Preeclampsia is a pregnancy condition that causes high blood pressure. It is also characterized with protein in the urine. It is still not known the exact cause of eclampsia, but abnormal blood vessel changes, such as vasospasm, and endothelial malfunction, are believed to contribute to it. This leads to an inadequate blood supply and organ damage.
During pregnancy the placenta secretes a substance known as soluble fmslike tyrosine kinase-1(sFlt-1), that inhibits production of vascular-endothelial-growth factor (VEGF). VEGF, a blood vessel-growth and function protein, is released by the placenta during pregnancy. Reduced VEGF levels and increased sFlt-1 cause endothelial inflammation and dysfunction, which can affect blood vessels in all parts of the body including the brain.

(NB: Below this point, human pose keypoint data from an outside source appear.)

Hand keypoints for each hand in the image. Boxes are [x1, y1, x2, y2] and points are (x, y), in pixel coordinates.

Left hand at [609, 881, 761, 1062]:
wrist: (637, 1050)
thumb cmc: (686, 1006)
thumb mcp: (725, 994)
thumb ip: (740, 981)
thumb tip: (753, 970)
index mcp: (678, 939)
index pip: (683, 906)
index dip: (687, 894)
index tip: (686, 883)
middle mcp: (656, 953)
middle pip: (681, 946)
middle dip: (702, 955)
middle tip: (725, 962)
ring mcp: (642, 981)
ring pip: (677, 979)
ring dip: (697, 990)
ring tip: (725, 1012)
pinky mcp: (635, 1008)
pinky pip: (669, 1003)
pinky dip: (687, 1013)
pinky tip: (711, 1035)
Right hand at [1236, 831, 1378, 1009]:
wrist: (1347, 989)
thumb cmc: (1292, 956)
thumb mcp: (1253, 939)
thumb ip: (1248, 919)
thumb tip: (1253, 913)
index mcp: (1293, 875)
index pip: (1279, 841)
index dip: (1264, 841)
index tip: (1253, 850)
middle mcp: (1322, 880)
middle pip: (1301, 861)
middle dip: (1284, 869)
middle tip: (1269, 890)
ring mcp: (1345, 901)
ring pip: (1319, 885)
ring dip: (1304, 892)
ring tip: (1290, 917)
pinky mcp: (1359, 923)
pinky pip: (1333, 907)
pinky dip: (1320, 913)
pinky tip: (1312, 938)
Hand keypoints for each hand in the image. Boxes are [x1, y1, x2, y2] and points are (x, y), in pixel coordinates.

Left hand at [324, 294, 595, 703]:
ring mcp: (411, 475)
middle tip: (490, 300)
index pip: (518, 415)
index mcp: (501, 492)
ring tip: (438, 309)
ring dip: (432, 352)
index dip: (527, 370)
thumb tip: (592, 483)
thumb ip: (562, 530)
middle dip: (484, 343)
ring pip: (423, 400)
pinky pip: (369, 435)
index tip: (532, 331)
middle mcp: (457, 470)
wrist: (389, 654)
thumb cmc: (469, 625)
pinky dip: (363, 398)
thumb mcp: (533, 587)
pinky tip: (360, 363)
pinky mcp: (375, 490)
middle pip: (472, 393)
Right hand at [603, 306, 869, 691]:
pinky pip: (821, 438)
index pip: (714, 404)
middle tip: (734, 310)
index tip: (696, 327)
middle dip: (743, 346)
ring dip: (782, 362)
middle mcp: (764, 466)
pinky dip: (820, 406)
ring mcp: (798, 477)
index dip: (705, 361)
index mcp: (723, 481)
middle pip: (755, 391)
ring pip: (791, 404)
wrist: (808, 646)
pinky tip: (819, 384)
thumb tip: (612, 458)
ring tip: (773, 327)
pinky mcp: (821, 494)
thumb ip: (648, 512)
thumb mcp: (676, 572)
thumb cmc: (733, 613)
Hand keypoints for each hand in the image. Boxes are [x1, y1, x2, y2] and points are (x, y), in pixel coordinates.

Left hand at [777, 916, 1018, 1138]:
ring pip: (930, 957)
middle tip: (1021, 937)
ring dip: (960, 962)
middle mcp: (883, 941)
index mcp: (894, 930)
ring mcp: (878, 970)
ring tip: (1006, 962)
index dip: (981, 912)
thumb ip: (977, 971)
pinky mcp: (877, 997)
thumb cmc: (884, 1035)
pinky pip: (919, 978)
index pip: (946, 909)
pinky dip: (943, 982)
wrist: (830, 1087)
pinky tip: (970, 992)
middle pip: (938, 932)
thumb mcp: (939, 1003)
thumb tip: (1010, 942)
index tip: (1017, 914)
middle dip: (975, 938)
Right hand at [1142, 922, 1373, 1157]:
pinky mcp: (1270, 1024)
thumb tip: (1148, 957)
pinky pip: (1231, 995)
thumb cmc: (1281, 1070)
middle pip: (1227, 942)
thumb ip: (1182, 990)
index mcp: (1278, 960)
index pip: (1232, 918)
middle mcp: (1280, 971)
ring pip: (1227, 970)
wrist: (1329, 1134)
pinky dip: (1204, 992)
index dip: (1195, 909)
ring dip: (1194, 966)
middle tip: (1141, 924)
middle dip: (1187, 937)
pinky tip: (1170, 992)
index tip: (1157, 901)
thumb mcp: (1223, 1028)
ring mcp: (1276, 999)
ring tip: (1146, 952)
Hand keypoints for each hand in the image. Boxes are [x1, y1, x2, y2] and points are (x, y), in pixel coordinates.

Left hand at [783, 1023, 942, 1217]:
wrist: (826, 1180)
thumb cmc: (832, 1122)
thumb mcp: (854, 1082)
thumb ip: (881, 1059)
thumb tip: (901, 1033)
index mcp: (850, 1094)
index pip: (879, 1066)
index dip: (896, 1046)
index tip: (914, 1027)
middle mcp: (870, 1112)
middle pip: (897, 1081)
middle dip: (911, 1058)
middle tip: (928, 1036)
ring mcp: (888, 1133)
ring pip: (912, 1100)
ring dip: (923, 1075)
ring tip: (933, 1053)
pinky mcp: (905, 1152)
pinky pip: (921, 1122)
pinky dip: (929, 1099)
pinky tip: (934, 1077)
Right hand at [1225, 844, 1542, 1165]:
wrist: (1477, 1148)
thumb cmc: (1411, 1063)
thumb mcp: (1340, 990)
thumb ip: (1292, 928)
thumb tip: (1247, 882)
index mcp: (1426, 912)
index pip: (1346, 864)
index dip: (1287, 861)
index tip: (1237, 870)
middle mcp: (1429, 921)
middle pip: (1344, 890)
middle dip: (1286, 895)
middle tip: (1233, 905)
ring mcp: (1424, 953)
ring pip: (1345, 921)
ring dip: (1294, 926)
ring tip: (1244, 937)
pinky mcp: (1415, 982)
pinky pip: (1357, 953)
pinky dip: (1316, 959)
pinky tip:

Blood-brain Barrier damage is caused when the blood vessels function changes, including increased permeability and vasospasm, causing the normal protection of the brain against harmful substances. The damage causes inflammatory mediators such as cytokines to enter the brain and trigger seizures.
Moreover, abnormal changes to blood vessels may lead to a reduction in the blood supply to the head, increasing the likelihood of seizures. Eclampsia-related seizures can damage the brain and cause long-term neurodegenerative deficits.
Eclampsia, as a pregnancy-related complication, can cause serious problems for mother and child. It is still not known how eclampsia develops. However, it may be caused by abnormal blood vessel changes, such as vasospasm or endothelial malfunction, which can lead to an inadequate blood supply and organ damage, like brain injury. It is important to treat preeclampsia as soon as possible in order to avoid complications such eclampsia.